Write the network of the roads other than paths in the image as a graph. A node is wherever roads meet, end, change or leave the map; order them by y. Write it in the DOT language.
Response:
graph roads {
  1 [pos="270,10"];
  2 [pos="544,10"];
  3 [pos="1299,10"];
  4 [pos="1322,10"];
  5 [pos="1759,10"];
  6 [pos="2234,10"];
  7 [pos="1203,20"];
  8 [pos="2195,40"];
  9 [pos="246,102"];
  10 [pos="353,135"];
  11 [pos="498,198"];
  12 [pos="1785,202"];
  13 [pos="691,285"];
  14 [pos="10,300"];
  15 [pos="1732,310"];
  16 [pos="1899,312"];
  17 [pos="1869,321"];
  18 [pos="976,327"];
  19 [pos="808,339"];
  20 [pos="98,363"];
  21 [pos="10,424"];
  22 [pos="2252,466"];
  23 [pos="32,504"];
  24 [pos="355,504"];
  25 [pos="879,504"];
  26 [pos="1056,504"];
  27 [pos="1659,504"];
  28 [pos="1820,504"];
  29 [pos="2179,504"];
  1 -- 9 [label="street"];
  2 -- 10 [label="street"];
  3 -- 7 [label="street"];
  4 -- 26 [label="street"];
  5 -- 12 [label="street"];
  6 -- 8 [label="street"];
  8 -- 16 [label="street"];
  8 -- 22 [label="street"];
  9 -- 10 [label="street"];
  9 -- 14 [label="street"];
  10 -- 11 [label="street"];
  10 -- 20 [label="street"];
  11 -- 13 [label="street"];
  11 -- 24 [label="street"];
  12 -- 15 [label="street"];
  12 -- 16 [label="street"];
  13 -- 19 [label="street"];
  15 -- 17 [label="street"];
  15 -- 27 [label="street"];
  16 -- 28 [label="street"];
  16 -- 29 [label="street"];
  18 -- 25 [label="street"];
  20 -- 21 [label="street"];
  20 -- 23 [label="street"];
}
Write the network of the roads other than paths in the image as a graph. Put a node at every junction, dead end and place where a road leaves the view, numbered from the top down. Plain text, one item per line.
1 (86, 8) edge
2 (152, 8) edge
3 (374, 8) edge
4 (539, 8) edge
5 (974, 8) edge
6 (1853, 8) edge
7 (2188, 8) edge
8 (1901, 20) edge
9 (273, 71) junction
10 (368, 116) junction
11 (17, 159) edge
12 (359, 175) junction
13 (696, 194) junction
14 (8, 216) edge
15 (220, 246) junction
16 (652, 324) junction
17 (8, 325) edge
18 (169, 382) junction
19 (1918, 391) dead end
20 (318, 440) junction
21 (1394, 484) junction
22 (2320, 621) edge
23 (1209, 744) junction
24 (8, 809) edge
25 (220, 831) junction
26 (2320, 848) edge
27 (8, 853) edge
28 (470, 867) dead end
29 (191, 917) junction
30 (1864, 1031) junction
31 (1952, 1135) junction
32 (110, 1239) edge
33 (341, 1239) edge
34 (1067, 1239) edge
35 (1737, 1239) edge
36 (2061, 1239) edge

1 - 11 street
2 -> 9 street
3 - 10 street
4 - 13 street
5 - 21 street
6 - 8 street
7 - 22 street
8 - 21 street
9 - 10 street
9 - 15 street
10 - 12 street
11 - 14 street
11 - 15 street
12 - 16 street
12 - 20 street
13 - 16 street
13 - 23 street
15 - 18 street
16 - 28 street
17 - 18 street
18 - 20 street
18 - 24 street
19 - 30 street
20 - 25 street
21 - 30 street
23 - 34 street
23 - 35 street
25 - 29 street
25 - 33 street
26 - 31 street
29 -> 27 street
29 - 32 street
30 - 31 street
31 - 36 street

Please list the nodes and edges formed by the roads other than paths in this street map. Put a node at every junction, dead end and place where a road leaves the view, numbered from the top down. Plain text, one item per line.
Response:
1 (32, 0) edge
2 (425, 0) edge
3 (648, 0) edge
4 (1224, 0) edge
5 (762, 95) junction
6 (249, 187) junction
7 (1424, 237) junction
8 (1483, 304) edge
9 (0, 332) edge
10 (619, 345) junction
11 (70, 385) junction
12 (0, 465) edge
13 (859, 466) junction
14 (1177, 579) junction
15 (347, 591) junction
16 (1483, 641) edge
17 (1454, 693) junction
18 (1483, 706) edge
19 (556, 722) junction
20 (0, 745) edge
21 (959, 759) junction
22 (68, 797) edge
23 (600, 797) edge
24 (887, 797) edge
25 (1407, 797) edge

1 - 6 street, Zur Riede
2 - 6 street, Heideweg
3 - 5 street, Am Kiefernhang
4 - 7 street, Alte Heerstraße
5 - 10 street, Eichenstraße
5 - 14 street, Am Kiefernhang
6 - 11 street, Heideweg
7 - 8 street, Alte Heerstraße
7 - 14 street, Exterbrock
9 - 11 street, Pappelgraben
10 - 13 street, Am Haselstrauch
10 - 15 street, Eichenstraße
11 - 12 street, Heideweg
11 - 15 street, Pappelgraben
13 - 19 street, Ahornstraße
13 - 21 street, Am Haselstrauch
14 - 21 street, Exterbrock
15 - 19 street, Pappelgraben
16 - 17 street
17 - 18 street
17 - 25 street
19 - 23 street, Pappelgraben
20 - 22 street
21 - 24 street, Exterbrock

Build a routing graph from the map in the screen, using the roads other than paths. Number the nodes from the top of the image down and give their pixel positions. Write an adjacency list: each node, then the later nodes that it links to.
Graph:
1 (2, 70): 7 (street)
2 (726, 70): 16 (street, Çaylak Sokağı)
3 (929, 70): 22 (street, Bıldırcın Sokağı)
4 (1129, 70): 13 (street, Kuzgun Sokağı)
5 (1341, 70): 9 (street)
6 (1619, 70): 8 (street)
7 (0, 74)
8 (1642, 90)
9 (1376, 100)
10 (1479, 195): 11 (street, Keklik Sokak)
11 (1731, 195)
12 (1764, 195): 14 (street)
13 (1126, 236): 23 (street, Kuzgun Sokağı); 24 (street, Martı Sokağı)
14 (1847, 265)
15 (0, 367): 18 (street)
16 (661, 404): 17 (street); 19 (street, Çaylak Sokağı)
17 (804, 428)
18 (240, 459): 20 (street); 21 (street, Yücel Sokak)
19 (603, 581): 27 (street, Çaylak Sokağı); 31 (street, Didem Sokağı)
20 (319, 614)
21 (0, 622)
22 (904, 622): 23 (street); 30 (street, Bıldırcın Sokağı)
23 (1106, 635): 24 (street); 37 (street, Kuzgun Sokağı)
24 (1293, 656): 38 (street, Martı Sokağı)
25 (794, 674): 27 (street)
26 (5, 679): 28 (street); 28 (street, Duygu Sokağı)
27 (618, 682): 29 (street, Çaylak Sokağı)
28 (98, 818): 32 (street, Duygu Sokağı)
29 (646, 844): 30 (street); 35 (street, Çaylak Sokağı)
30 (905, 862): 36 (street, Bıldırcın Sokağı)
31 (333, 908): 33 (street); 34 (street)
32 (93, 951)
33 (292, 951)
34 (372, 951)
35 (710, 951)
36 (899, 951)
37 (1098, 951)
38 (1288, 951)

+++

| Activity |
Go through the records above and copy each line where "Kuzgun" is found.

| Result of the exercise |
4 (1129, 70): 13 (street, Kuzgun Sokağı)
13 (1126, 236): 23 (street, Kuzgun Sokağı); 24 (street, Martı Sokağı)
23 (1106, 635): 24 (street); 37 (street, Kuzgun Sokağı)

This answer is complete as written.